July 11, 2001

Colorado legislators must pressure China to stop persecuting the belief system called Falun Gong, practitioners said Tuesday outside the state Capitol. Flanked by more than a dozen followers practicing the distinctive exercises, leaders recited a litany of human rights abuses, including executions and imprisonments, that have gone on since the Chinese government banned the practice.

The event was part of a cross-country protest scheduled to converge on Washington, D.C., on July 19.

Falun Gong is a spiritual system of meditative practices believed to promote healing and well-being. Millions have become adherents in China since founder Li Hong Zhi introduced it in 1992. Two years ago the Chinese government banned the practice.
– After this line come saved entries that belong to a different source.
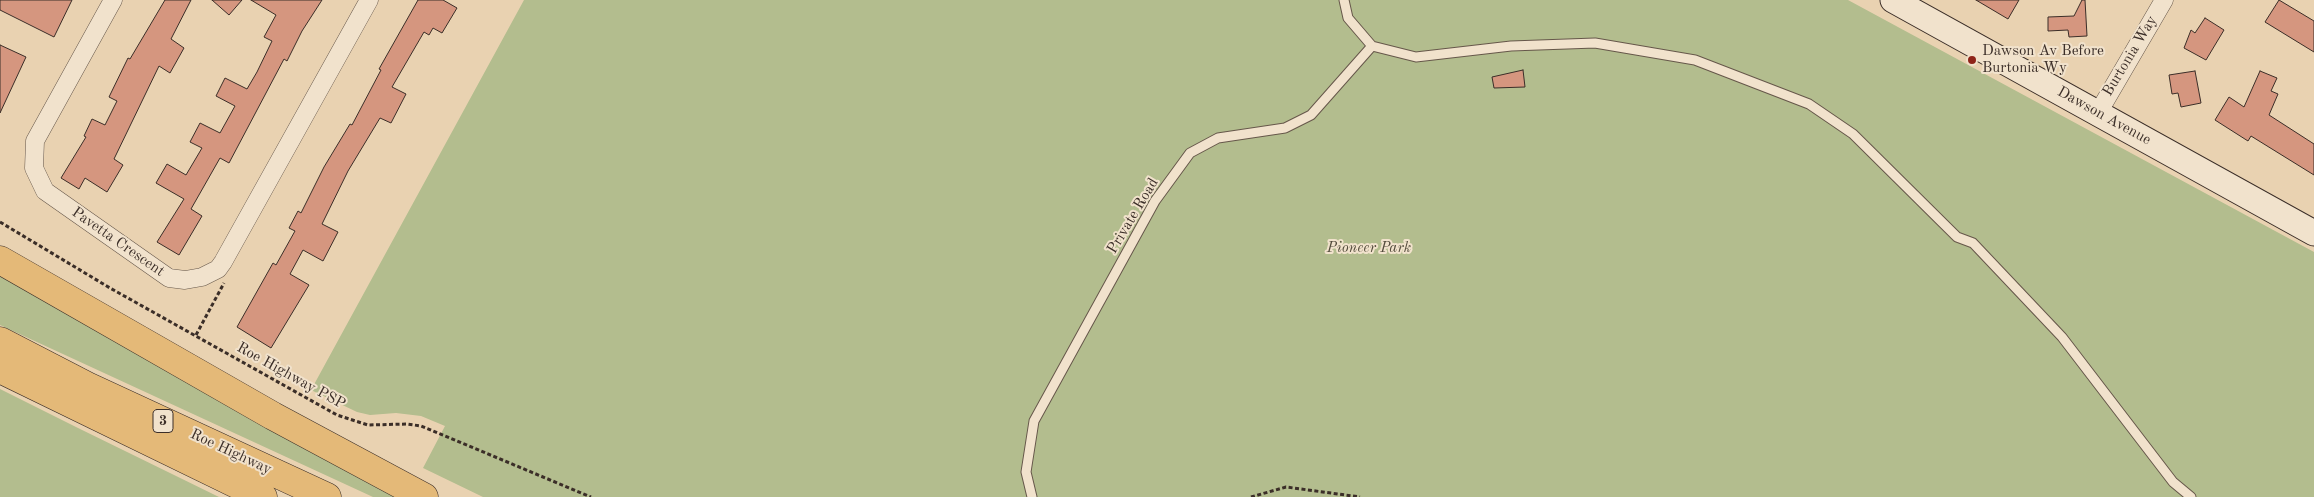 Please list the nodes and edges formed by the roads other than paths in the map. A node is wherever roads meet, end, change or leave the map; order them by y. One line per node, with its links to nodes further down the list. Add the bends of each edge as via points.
1 (113, 0): 2 (street, Pavetta Crescent, via 35,141 34,168 45,191 169,278 185,280 202,277 224,262)
2 (369, 0)
3 (1344, 0): 6 (lane, via 1348,18)
4 (2164, 0): 7 (street, Burtonia Way)
5 (1902, 2): 7 (main road, Dawson Avenue)
6 (1372, 46): 15 (lane, Private Road, via 1311,115 1285,128 1218,138 1190,153 1155,201 1034,421 1026,472); 16 (lane, via 1416,57 1511,46 1595,43 1695,60 1809,104 1853,134 1957,237 1973,243 2062,337 2173,482)
7 (2098, 113): 8 (main road, Dawson Avenue)
8 (2314, 233)
9 (0, 260): 14 (highway, via 273,416)
10 (0, 341): 13 (highway, Roe Highway / 3, via 87,386)
11 (0, 369): 12 (highway, Roe Highway / 3)
12 (263, 497)
13 (327, 497)
14 (424, 497)
15 (1032, 497)
16 (2191, 497)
Colorado is home to more than 30 practitioners, according to spokeswoman Vivian Lam.

China's [party' name omitted] government cracked down on Falun Gong because it considers any popular movement a threat to its power, said Jonathan Du, who joined the Falun Gong protest from his home in Sacramento, Calif.

"I think the Chinese government is afraid to see any group unite together, no matter what their reason, good or bad," said Du, a Chinese native who has been in the United States since 1992. He estimates there are millions of adherents in China.

Du, a 34-year-old software engineer, rides in the protest van making its way across the heartland toward the nation's capital. At the same time, Falun Gong supporters are biking or hiking from elsewhere in the country.

Raised an atheist in southern China, Du said he discovered Falun Gong last year. He said the system's main purpose is to promote the virtues of truth, compassion and forbearance. Adherents meditate on the virtues as they follow the movements and exercises. Du said that soon after beginning the exercises his depression and kidney ailments lifted.

As for China's charge that adherents are not being executed but are committing suicide: "That is impossible," Du said. "We consider killing life to be a sin."